North Korea's sole international ally is China, which is keen to avoid the chaos that could ensue if the isolated totalitarian regime collapses, but even Beijing has been stern in its condemnation of the test.
Foreign Minister Yang Jiechi summoned North Korea's ambassador in Beijing to express "firm opposition" of Pyongyang's action, and China's envoy voted with the other members of the UN Security Council, including Australia, to condemn it. Last month North Korea lodged a request to reopen its embassy in Canberra, which had been closed since 2008.
All 15 Council members have backed a statement saying the North was in "grave violation" of UN resolutions and highlighted a threat made last month to take "significant action" if Pyongyang staged a new nuclear test.
The council said it would "begin work immediately on appropriate measures".
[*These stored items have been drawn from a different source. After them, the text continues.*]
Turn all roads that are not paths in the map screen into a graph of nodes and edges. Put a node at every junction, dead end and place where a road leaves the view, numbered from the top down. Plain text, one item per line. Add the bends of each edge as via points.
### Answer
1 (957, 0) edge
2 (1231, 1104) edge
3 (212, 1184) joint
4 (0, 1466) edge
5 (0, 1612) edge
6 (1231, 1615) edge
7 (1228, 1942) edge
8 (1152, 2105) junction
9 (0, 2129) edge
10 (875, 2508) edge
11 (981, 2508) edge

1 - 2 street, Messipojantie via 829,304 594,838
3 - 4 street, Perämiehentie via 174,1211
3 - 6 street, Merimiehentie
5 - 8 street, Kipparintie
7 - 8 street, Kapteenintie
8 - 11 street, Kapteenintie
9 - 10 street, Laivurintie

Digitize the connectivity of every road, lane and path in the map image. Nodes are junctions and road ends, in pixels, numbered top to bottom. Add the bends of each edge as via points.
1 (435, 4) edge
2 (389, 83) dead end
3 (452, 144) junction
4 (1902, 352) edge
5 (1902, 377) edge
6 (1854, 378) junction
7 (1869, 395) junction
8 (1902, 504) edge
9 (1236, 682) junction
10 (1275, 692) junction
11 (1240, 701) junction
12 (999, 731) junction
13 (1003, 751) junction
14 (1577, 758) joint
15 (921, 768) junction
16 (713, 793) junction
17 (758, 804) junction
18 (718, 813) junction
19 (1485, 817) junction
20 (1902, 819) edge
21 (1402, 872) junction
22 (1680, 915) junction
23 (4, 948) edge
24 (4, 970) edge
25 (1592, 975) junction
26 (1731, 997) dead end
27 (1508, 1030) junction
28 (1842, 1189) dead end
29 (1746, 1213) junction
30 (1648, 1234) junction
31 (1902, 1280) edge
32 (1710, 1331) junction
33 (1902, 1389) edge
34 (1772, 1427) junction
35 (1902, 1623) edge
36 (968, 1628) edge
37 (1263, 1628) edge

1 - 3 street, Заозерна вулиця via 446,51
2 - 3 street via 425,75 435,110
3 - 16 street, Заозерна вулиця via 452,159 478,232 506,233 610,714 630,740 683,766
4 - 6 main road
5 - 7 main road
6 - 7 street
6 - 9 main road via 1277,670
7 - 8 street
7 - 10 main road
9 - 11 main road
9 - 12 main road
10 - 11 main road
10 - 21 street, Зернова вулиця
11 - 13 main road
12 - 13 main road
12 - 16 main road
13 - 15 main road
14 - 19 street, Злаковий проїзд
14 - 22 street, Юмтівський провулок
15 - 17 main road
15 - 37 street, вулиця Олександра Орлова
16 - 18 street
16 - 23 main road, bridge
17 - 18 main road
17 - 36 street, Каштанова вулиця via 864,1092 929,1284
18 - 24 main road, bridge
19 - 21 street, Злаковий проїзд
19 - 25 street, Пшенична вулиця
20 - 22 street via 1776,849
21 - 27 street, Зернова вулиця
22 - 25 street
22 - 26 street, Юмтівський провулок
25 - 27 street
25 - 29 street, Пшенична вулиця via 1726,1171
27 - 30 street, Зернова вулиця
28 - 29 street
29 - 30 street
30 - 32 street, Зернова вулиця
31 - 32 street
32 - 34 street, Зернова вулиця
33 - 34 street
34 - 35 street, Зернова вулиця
But North Korea remains defiant.
"The US and their followers are sadly mistaken if they miscalculate that the DPRK would accept the entirely unreasonable resolutions against it," said Jon Yong Ryong, the first secretary of North Korea's mission in Geneva.
"The DPRK will never be bound to any resolutions," he insisted.
The test presaged what could be yet another round of tension on the Korean Peninsula, where peace has never been formally declared since a war split it between the authoritarian north and pro-Western south in the 1950s.
The North also appeared keen to broaden the conflict, insisting the test was aimed at the US and that any tightening of sanctions would trigger "even stronger second or third rounds of action".
Pyongyang boasted it had tested a "miniaturised" device, a claim that will fuel concerns it has moved closer to fitting a warhead on a ballistic missile.
International earthquake monitors detected a tremor at 2.57 GMT (1.57 pm AEDT) on Tuesday at the Punggye-ri nuclear test site in the northeast of the country. The North's state media triumphantly confirmed a nuclear blast three hours later.
The event measured 5.0 in magnitude, according to monitoring stations used by the Comprehensive Nuclear-Test-Ban Treaty Organization.
South Korea's spy agency predicted its arch-rival might carry out another nuclear test or ballistic missile launch in the coming days or weeks.
Much attention will now be focused on how tough China is prepared to be with its neighbour, analysts say.